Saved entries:
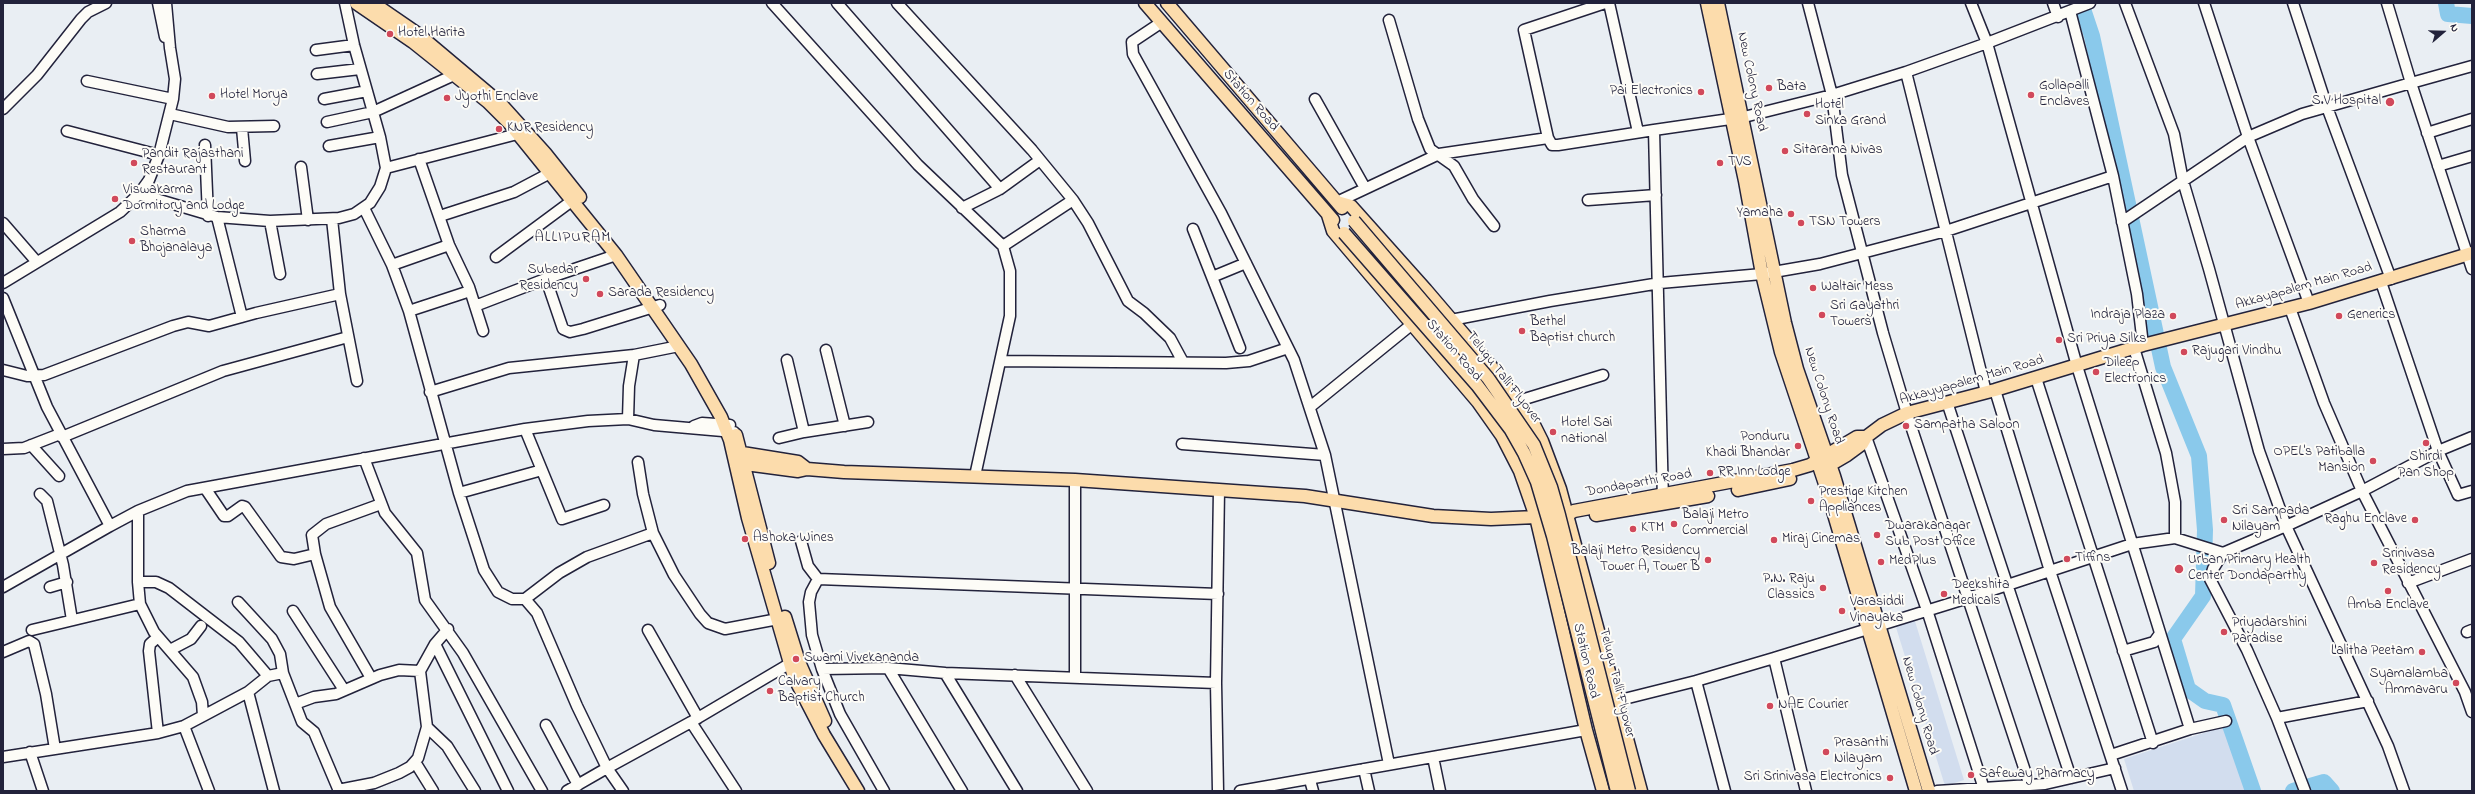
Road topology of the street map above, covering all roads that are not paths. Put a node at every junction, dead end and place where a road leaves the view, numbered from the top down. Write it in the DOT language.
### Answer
graph roads {
  1 [pos="106,3"];
  2 [pos="158,3"];
  3 [pos="166,3"];
  4 [pos="345,3"];
  5 [pos="356,3"];
  6 [pos="374,3"];
  7 [pos="772,3"];
  8 [pos="836,3"];
  9 [pos="897,3"];
  10 [pos="1145,3"];
  11 [pos="1167,3"];
  12 [pos="1605,3"];
  13 [pos="1609,3"];
  14 [pos="1707,3"];
  15 [pos="1718,3"];
  16 [pos="1808,3"];
  17 [pos="1971,3"];
  18 [pos="2053,3"];
  19 [pos="2090,3"];
  20 [pos="2125,3"];
  21 [pos="2204,3"];
  22 [pos="2293,3"];
  23 [pos="2387,3"];
  24 [pos="2074,9"];
  25 [pos="2058,17"];
  26 [pos="1389,20"];
  27 [pos="1162,22"];
  28 [pos="1987,43"];
  29 [pos="354,45"];
  30 [pos="170,48"];
  31 [pos="316,50"];
  32 [pos="2472,66"];
  33 [pos="360,69"];
  34 [pos="1906,72"];
  35 [pos="317,74"];
  36 [pos="454,76"];
  37 [pos="87,81"];
  38 [pos="2411,84"];
  39 [pos="366,91"];
  40 [pos="1832,95"];
  41 [pos="173,99"];
  42 [pos="324,99"];
  43 [pos="1315,99"];
  44 [pos="2327,107"];
  45 [pos="3,109"];
  46 [pos="373,112"];
  47 [pos="170,114"];
  48 [pos="1738,118"];
  49 [pos="2472,119"];
  50 [pos="326,122"];
  51 [pos="274,126"];
  52 [pos="242,128"];
  53 [pos="1654,130"];
  54 [pos="67,131"];
  55 [pos="1638,132"];
  56 [pos="523,133"];
  57 [pos="2427,133"];
  58 [pos="380,137"];
  59 [pos="2248,137"];
  60 [pos="1548,138"];
  61 [pos="205,145"];
  62 [pos="329,146"];
  63 [pos="1440,154"];
  64 [pos="159,155"];
  65 [pos="2472,156"];
  66 [pos="419,159"];
  67 [pos="1040,160"];
  68 [pos="245,161"];
  69 [pos="2438,166"];
  70 [pos="301,167"];
  71 [pos="386,168"];
  72 [pos="550,173"];
  73 [pos="2113,176"];
  74 [pos="2183,181"];
  75 [pos="1365,188"];
  76 [pos="1000,189"];
  77 [pos="139,194"];
  78 [pos="1656,195"];
  79 [pos="573,200"];
  80 [pos="1073,200"];
  81 [pos="1588,200"];
  82 [pos="1337,202"];
  83 [pos="2033,204"];
  84 [pos="364,208"];
  85 [pos="962,208"];
  86 [pos="1328,215"];
  87 [pos="212,216"];
  88 [pos="440,216"];
  89 [pos="332,219"];
  90 [pos="2128,219"];
  91 [pos="308,220"];
  92 [pos="270,222"];
  93 [pos="3,223"];
  94 [pos="1494,226"];
  95 [pos="1193,229"];
  96 [pos="1946,231"];
  97 [pos="449,245"];
  98 [pos="1003,246"];
  99 [pos="1862,254"];
  100 [pos="2470,254"];
  101 [pos="616,255"];
  102 [pos="496,257"];
  103 [pos="36,262"];
  104 [pos="1246,263"];
  105 [pos="392,265"];
  106 [pos="2472,269"];
  107 [pos="1775,272"];
  108 [pos="280,274"];
  109 [pos="1762,274"];
  110 [pos="1212,277"];
  111 [pos="548,278"];
  112 [pos="2386,280"];
  113 [pos="3,283"];
  114 [pos="1660,283"];
  115 [pos="470,291"];
  116 [pos="340,294"];
  117 [pos="3,298"];
  118 [pos="2309,303"];
  119 [pos="475,306"];
  120 [pos="656,306"];
  121 [pos="2290,308"];
  122 [pos="409,311"];
  123 [pos="242,317"];
  124 [pos="1451,320"];
  125 [pos="1411,325"];
  126 [pos="2225,325"];
  127 [pos="483,331"];
  128 [pos="348,337"];
  129 [pos="679,346"];
  130 [pos="2142,346"];
  131 [pos="1240,348"];
  132 [pos="1288,348"];
  133 [pos="826,350"];
  134 [pos="634,355"];
  135 [pos="787,360"];
  136 [pos="1001,361"];
  137 [pos="1183,362"];
  138 [pos="2077,366"];
  139 [pos="3,370"];
  140 [pos="1603,375"];
  141 [pos="35,377"];
  142 [pos="2036,378"];
  143 [pos="357,381"];
  144 [pos="1990,391"];
  145 [pos="430,392"];
  146 [pos="1518,401"];
  147 [pos="1947,402"];
  148 [pos="1310,407"];
  149 [pos="1907,413"];
  150 [pos="628,419"];
  151 [pos="868,422"];
  152 [pos="845,426"];
  153 [pos="525,429"];
  154 [pos="730,429"];
  155 [pos="804,432"];
  156 [pos="61,436"];
  157 [pos="1866,436"];
  158 [pos="2472,437"];
  159 [pos="779,438"];
  160 [pos="446,443"];
  161 [pos="1182,444"];
  162 [pos="31,446"];
  163 [pos="3,449"];
  164 [pos="2438,451"];
  165 [pos="1325,455"];
  166 [pos="364,458"];
  167 [pos="739,458"];
  168 [pos="638,462"];
  169 [pos="1824,463"];
  170 [pos="542,470"];
  171 [pos="59,476"];
  172 [pos="975,476"];
  173 [pos="1075,480"];
  174 [pos="205,488"];
  175 [pos="1219,490"];
  176 [pos="2362,491"];
  177 [pos="2472,491"];
  178 [pos="458,493"];
  179 [pos="40,494"];
  180 [pos="1663,499"];
  181 [pos="1335,500"];
  182 [pos="381,504"];
  183 [pos="604,505"];
  184 [pos="138,511"];
  185 [pos="1567,515"];
  186 [pos="1536,517"];
  187 [pos="110,526"];
  188 [pos="2286,526"];
  189 [pos="653,533"];
  190 [pos="2175,538"];
  191 [pos="801,541"];
  192 [pos="2132,544"];
  193 [pos="2224,553"];
  194 [pos="60,554"];
  195 [pos="315,554"];
  196 [pos="2093,557"];
  197 [pos="2472,559"];
  198 [pos="2050,570"];
  199 [pos="818,579"];
  200 [pos="67,582"];
  201 [pos="138,582"];
  202 [pos="2408,583"];
  203 [pos="2008,584"];
  204 [pos="3,587"];
  205 [pos="50,587"];
  206 [pos="1075,588"];
  207 [pos="1218,594"];
  208 [pos="1968,598"];
  209 [pos="525,599"];
  210 [pos="238,602"];
  211 [pos="140,604"];
  212 [pos="1927,610"];
  213 [pos="293,611"];
  214 [pos="778,619"];
  215 [pos="72,620"];
  216 [pos="1880,624"];
  217 [pos="201,626"];
  218 [pos="1867,628"];
  219 [pos="448,629"];
  220 [pos="32,630"];
  221 [pos="648,630"];
  222 [pos="2160,635"];
  223 [pos="158,637"];
  224 [pos="435,644"];
  225 [pos="170,650"];
  226 [pos="2124,651"];
  227 [pos="3,652"];
  228 [pos="1774,658"];
  229 [pos="789,664"];
  230 [pos="888,668"];
  231 [pos="822,669"];
  232 [pos="420,671"];
  233 [pos="283,673"];
  234 [pos="945,673"];
  235 [pos="1015,675"];
  236 [pos="268,676"];
  237 [pos="1075,677"];
  238 [pos="371,678"];
  239 [pos="1696,681"];
  240 [pos="1216,683"];
  241 [pos="344,690"];
  242 [pos="2468,691"];
  243 [pos="248,692"];
  244 [pos="1616,701"];
  245 [pos="2368,701"];
  246 [pos="295,704"];
  247 [pos="2472,712"];
  248 [pos="203,716"];
  249 [pos="2277,718"];
  250 [pos="695,720"];
  251 [pos="2226,721"];
  252 [pos="546,725"];
  253 [pos="184,726"];
  254 [pos="427,727"];
  255 [pos="2190,729"];
  256 [pos="1586,730"];
  257 [pos="158,733"];
  258 [pos="2153,743"];
  259 [pos="55,748"];
  260 [pos="30,752"];
  261 [pos="2111,755"];
  262 [pos="3,757"];
  263 [pos="1432,757"];
  264 [pos="414,762"];
  265 [pos="1389,764"];
  266 [pos="607,768"];
  267 [pos="2115,768"];
  268 [pos="1364,769"];
  269 [pos="2071,778"];
  270 [pos="1310,780"];
  271 [pos="578,785"];
  272 [pos="2030,786"];
  273 [pos="2046,788"];
  274 [pos="1261,789"];
  275 [pos="1984,789"];
  276 [pos="338,790"];
  277 [pos="44,791"];
  278 [pos="209,791"];
  279 [pos="274,791"];
  280 [pos="433,791"];
  281 [pos="475,791"];
  282 [pos="508,791"];
  283 [pos="542,791"];
  284 [pos="567,791"];
  285 [pos="623,791"];
  286 [pos="736,791"];
  287 [pos="858,791"];
  288 [pos="867,791"];
  289 [pos="884,791"];
  290 [pos="962,791"];
  291 [pos="1016,791"];
  292 [pos="1087,791"];
  293 [pos="1218,791"];
  294 [pos="1240,791"];
  295 [pos="1313,791"];
  296 [pos="1369,791"];
  297 [pos="1440,791"];
  298 [pos="1603,791"];
  299 [pos="1617,791"];
  300 [pos="1629,791"];
  301 [pos="1641,791"];
  302 [pos="1725,791"];
  303 [pos="1806,791"];
  304 [pos="1916,791"];
  305 [pos="1929,791"];
  306 [pos="1937,791"];
  307 [pos="2122,791"];
  308 [pos="2305,791"];
  309 [pos="2404,791"];
  1 -- 45 [label="street"];
  2 -- 30 [label="street"];
  3 -- 30 [label="street"];
  4 -- 29 [label="street"];
  5 -- 36 [label="main road"];
  6 -- 56 [label="main road"];
  7 -- 85 [label="street"];
  8 -- 76 [label="street"];
  9 -- 67 [label="street"];
  10 -- 27 [label="main road, Station Road"];
  11 -- 82 [label="main road, Station Road"];
  12 -- 60 [label="street"];
  13 -- 55 [label="street"];
  14 -- 48 [label="main road, New Colony Road"];
  15 -- 48 [label="main road, New Colony Road"];
  16 -- 40 [label="street"];
  17 -- 28 [label="street"];
  18 -- 25 [label="street"];
  19 -- 24 [label="street"];
  20 -- 74 [label="street"];
  21 -- 59 [label="street"];
  22 -- 44 [label="street"];
  23 -- 38 [label="street"];
  24 -- 25 [label="street"];
  24 -- 73 [label="street"];
  25 -- 28 [label="street"];
  26 -- 63 [label="street"];
  27 -- 86 [label="main road, Station Road"];
  27 -- 104 [label="street"];
  28 -- 34 [label="street"];
  28 -- 83 [label="street"];
  29 -- 31 [label="street"];
  29 -- 33 [label="street"];
  30 -- 41 [label="street"];
  32 -- 38 [label="street"];
  33 -- 35 [label="street"];
  33 -- 39 [label="street"];
  34 -- 40 [label="street"];
  34 -- 96 [label="street"];
  36 -- 46 [label="street"];
  36 -- 56 [label="main road"];
  37 -- 41 [label="street"];
  38 -- 44 [label="street"];
  38 -- 57 [label="street"];
  39 -- 42 [label="street"];
  39 -- 46 [label="street"];
  40 -- 48 [label="street"];
  40 -- 99 [label="street"];
  41 -- 47 [label="street"];
  43 -- 75 [label="street"];
  44 -- 59 [label="street"];
  44 -- 112 [label="street"];
  46 -- 50 [label="street"];
  46 -- 58 [label="street"];
  47 -- 52 [label="street"];
  47 -- 64 [label="street"];
  48 -- 53 [label="street"];
  48 -- 107 [label="main road, New Colony Road"];
  48 -- 109 [label="main road, New Colony Road"];
  49 -- 57 [label="street"];
  51 -- 52 [label="street"];
  52 -- 68 [label="street"];
  53 -- 55 [label="street"];
  53 -- 78 [label="street"];
  54 -- 64 [label="street"];
  55 -- 60 [label="street"];
  56 -- 66 [label="street"];
  56 -- 72 [label="main road"];
  56 -- 120 [label="main road"];
  57 -- 69 [label="street"];
  58 -- 62 [label="street"];
  58 -- 71 [label="street"];
  59 -- 74 [label="street"];
  59 -- 118 [label="street"];
  60 -- 63 [label="street"];
  61 -- 87 [label="street"];
  63 -- 75 [label="street"];
  63 -- 94 [label="street"];
  64 -- 77 [label="street"];
  65 -- 69 [label="street"];
  66 -- 71 [label="street"];
  66 -- 88 [label="street"];
  67 -- 76 [label="street"];
  67 -- 80 [label="street"];
  69 -- 100 [label="street"];
  70 -- 91 [label="street"];
  71 -- 84 [label="street"];
  72 -- 79 [label="main road"];
  72 -- 88 [label="street"];
  73 -- 83 [label="street"];
  73 -- 90 [label="street"];
  74 -- 90 [label="street"];
  74 -- 126 [label="street"];
  75 -- 82 [label="street"];
  76 -- 85 [label="street"];
  77 -- 87 [label="street"];
  77 -- 103 [label="street"];
  78 -- 81 [label="street"];
  78 -- 114 [label="street"];
  79 -- 101 [label="main road"];
  79 -- 102 [label="street"];
  80 -- 98 [label="street"];
  80 -- 137 [label="street"];
  82 -- 124 [label="main road"];
  82 -- 300 [label="main road, Telugu Talli Flyover, bridge"];
  83 -- 96 [label="street"];
  83 -- 138 [label="street"];
  84 -- 89 [label="street"];
  84 -- 105 [label="street"];
  85 -- 98 [label="street"];
  86 -- 125 [label="main road, Station Road"];
  86 -- 299 [label="main road, Telugu Talli Flyover, bridge"];
  87 -- 92 [label="street"];
  87 -- 123 [label="street"];
  88 -- 97 [label="street"];
  89 -- 91 [label="street"];
  89 -- 116 [label="street"];
  90 -- 130 [label="street"];
  91 -- 92 [label="street"];
  92 -- 108 [label="street"];
  93 -- 103 [label="street"];
  95 -- 110 [label="street"];
  96 -- 99 [label="street"];
  96 -- 144 [label="street"];
  97 -- 105 [label="street"];
  97 -- 115 [label="street"];
  98 -- 136 [label="street"];
  99 -- 107 [label="street"];
  99 -- 149 [label="street"];
  100 -- 106 [label="street"];
  100 -- 112 [label="main road, Akkayapalem Main Road"];
  101 -- 111 [label="street"];
  101 -- 120 [label="main road"];
  103 -- 113 [label="street"];
  104 -- 110 [label="street"];
  104 -- 132 [label="street"];
  105 -- 122 [label="street"];
  107 -- 109 [label="street"];
  107 -- 169 [label="main road, New Colony Road"];
  109 -- 114 [label="street"];
  109 -- 169 [label="main road, New Colony Road"];
  110 -- 131 [label="street"];
  111 -- 119 [label="street"];
  111 -- 120 [label="street"];
  112 -- 118 [label="main road, Akkayapalem Main Road"];
  112 -- 164 [label="street"];
  114 -- 124 [label="street"];
  114 -- 180 [label="street"];
  115 -- 119 [label="street"];
  115 -- 122 [label="street"];
  116 -- 123 [label="street"];
  116 -- 128 [label="street"];
  117 -- 141 [label="street"];
  118 -- 121 [label="main road, Akkayapalem Main Road"];
  119 -- 127 [label="street"];
  120 -- 129 [label="main road"];
  120 -- 154 [label="main road"];
  121 -- 126 [label="main road, Akkayapalem Main Road"];
  121 -- 176 [label="street"];
  122 -- 145 [label="street"];
  123 -- 141 [label="street"];
  124 -- 146 [label="main road"];
  125 -- 148 [label="street"];
  125 -- 186 [label="main road, Station Road"];
  126 -- 130 [label="main road, Akkayapalem Main Road"];
  126 -- 188 [label="street"];
  128 -- 143 [label="street"];
  128 -- 156 [label="street"];
  129 -- 134 [label="street"];
  129 -- 154 [label="main road"];
  130 -- 138 [label="main road, Akkayyapalem Main Road"];
  130 -- 190 [label="street"];
  132 -- 137 [label="street"];
  132 -- 148 [label="street"];
  133 -- 152 [label="street"];
  134 -- 145 [label="street"];
  134 -- 150 [label="street"];
  135 -- 155 [label="street"];
  136 -- 137 [label="street"];
  136 -- 172 [label="street"];
  138 -- 142 [label="main road, Akkayyapalem Main Road"];
  138 -- 192 [label="street"];
  139 -- 141 [label="street"];
  140 -- 146 [label="street"];
  141 -- 156 [label="street"];
  142 -- 144 [label="main road, Akkayyapalem Main Road"];
  142 -- 196 [label="street"];
  144 -- 147 [label="main road, Akkayyapalem Main Road"];
  144 -- 198 [label="street"];
  145 -- 160 [label="street"];
  146 -- 185 [label="main road"];
  147 -- 149 [label="main road, Akkayyapalem Main Road"];
  147 -- 203 [label="street"];
  148 -- 165 [label="street"];
  149 -- 157 [label="main road, Akkayyapalem Main Road"];
  149 -- 208 [label="street"];
  150 -- 153 [label="street"];
  150 -- 154 [label="street"];
  151 -- 152 [label="street"];
  152 -- 155 [label="street"];
  153 -- 160 [label="street"];
  153 -- 170 [label="street"];
  154 -- 167 [label="main road"];
  155 -- 159 [label="street"];
  156 -- 162 [label="street"];
  156 -- 187 [label="street"];
  157 -- 169 [label="main road, Akkayyapalem Main Road"];
  157 -- 212 [label="street"];
  158 -- 164 [label="street"];
  160 -- 166 [label="street"];
  160 -- 178 [label="street"];
  161 -- 165 [label="street"];
  162 -- 163 [label="street"];
  162 -- 171 [label="street"];
  164 -- 176 [label="street"];
  164 -- 177 [label="street"];
  165 -- 181 [label="street"];
  166 -- 174 [label="street"];
  166 -- 182 [label="street"];
  167 -- 172 [label="main road"];
  167 -- 214 [label="main road"];
  167 -- 288 [label="main road"];
  168 -- 189 [label="street"];
  169 -- 180 [label="main road, Dondaparthi Road"];
  169 -- 216 [label="main road, New Colony Road"];
  169 -- 218 [label="main road, New Colony Road"];
  170 -- 178 [label="street"];
  170 -- 183 [label="street"];
  172 -- 173 [label="main road"];
  173 -- 175 [label="main road"];
  173 -- 206 [label="street"];
  174 -- 184 [label="street"];
  174 -- 195 [label="street"];
  175 -- 181 [label="main road"];
  175 -- 207 [label="street"];
  176 -- 188 [label="street"];
  176 -- 202 [label="street"];
  178 -- 209 [label="street"];
  179 -- 194 [label="street"];
  180 -- 185 [label="main road, Dondaparthi Road"];
  181 -- 186 [label="main road"];
  181 -- 265 [label="street"];
  182 -- 195 [label="street"];
  182 -- 219 [label="street"];
  184 -- 187 [label="street"];
  184 -- 201 [label="street"];
  185 -- 186 [label="street, Dondaparthi Road"];
  185 -- 244 [label="main road"];
  186 -- 256 [label="main road, Station Road"];
  187 -- 194 [label="street"];
  188 -- 193 [label="street"];
  188 -- 245 [label="street"];
  189 -- 209 [label="street"];
  189 -- 214 [label="street"];
  190 -- 192 [label="street"];
  190 -- 193 [label="street"];
  191 -- 199 [label="street"];
  192 -- 196 [label="street"];
  192 -- 222 [label="street"];
  193 -- 249 [label="street"];
  194 -- 200 [label="street"];
  194 -- 204 [label="street"];
  195 -- 238 [label="street"];
  196 -- 198 [label="street"];
  196 -- 226 [label="street"];
  197 -- 202 [label="street"];
  198 -- 203 [label="street"];
  198 -- 261 [label="street"];
  199 -- 206 [label="street"];
  199 -- 231 [label="street"];
  200 -- 205 [label="street"];
  200 -- 215 [label="street"];
  201 -- 211 [label="street"];
  201 -- 236 [label="street"];
  202 -- 242 [label="street"];
  203 -- 208 [label="street"];
  203 -- 269 [label="street"];
  206 -- 207 [label="street"];
  206 -- 237 [label="street"];
  207 -- 240 [label="street"];
  208 -- 212 [label="street"];
  208 -- 272 [label="street"];
  209 -- 266 [label="street"];
  210 -- 233 [label="street"];
  211 -- 215 [label="street"];
  211 -- 223 [label="street"];
  212 -- 216 [label="street"];
  212 -- 275 [label="street"];
  213 -- 241 [label="street"];
  214 -- 229 [label="main road"];
  215 -- 220 [label="street"];
  216 -- 218 [label="street"];
  216 -- 305 [label="main road, New Colony Road"];
  217 -- 225 [label="street"];
  218 -- 228 [label="street"];
  218 -- 304 [label="main road, New Colony Road"];
  219 -- 224 [label="street"];
  219 -- 283 [label="street"];
  221 -- 250 [label="street"];
  222 -- 226 [label="street"];
  222 -- 255 [label="street"];
  223 -- 225 [label="street"];
  223 -- 257 [label="street"];
  224 -- 232 [label="street"];
  224 -- 282 [label="street"];
  225 -- 248 [label="street"];
  226 -- 258 [label="street"];
  227 -- 259 [label="street"];
  228 -- 239 [label="street"];
  228 -- 303 [label="street"];
  229 -- 250 [label="street"];
  229 -- 287 [label="main road"];
  230 -- 231 [label="street"];
  230 -- 234 [label="street"];
  230 -- 290 [label="street"];
  231 -- 289 [label="street"];
  232 -- 238 [label="street"];
  232 -- 254 [label="street"];
  233 -- 236 [label="street"];
  233 -- 246 [label="street"];
  234 -- 235 [label="street"];
  234 -- 291 [label="street"];
  235 -- 237 [label="street"];
  235 -- 292 [label="street"];
  236 -- 243 [label="street"];
  237 -- 240 [label="street"];
  238 -- 241 [label="street"];
  239 -- 244 [label="street"];
  239 -- 302 [label="street"];
  240 -- 293 [label="street"];
  241 -- 246 [label="street"];
  242 -- 247 [label="street"];
  243 -- 248 [label="street"];
  243 -- 279 [label="street"];
  244 -- 301 [label="main road"];
  245 -- 249 [label="street"];
  245 -- 309 [label="street"];
  246 -- 276 [label="street"];
  248 -- 253 [label="street"];
  249 -- 308 [label="street"];
  250 -- 266 [label="street"];
  250 -- 286 [label="street"];
  251 -- 255 [label="street"];
  252 -- 271 [label="street"];
  253 -- 257 [label="street"];
  253 -- 278 [label="street"];
  254 -- 264 [label="street"];
  254 -- 281 [label="street"];
  255 -- 258 [label="street"];
  256 -- 263 [label="street"];
  256 -- 298 [label="main road, Station Road"];
  257 -- 259 [label="street"];
  258 -- 261 [label="street"];
  259 -- 260 [label="street"];
  260 -- 262 [label="street"];
  260 -- 277 [label="street"];
  261 -- 267 [label="street"];
  263 -- 265 [label="street"];
  263 -- 297 [label="street"];
  264 -- 276 [label="street"];
  264 -- 280 [label="street"];
  265 -- 268 [label="street"];
  266 -- 271 [label="street"];
  266 -- 285 [label="street"];
  267 -- 269 [label="street"];
  267 -- 307 [label="street"];
  268 -- 270 [label="street"];
  268 -- 296 [label="street"];
  269 -- 273 [label="street"];
  270 -- 274 [label="street"];
  270 -- 295 [label="street"];
  271 -- 284 [label="street"];
  272 -- 273 [label="street"];
  272 -- 275 [label="street"];
  274 -- 294 [label="street"];
  275 -- 306 [label="street"];
}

**Work to complete:**
Each line containing the word "Telugu" needs to be copied from the data above.

**Output for this task:**
  82 -- 300 [label="main road, Telugu Talli Flyover, bridge"];
  86 -- 299 [label="main road, Telugu Talli Flyover, bridge"];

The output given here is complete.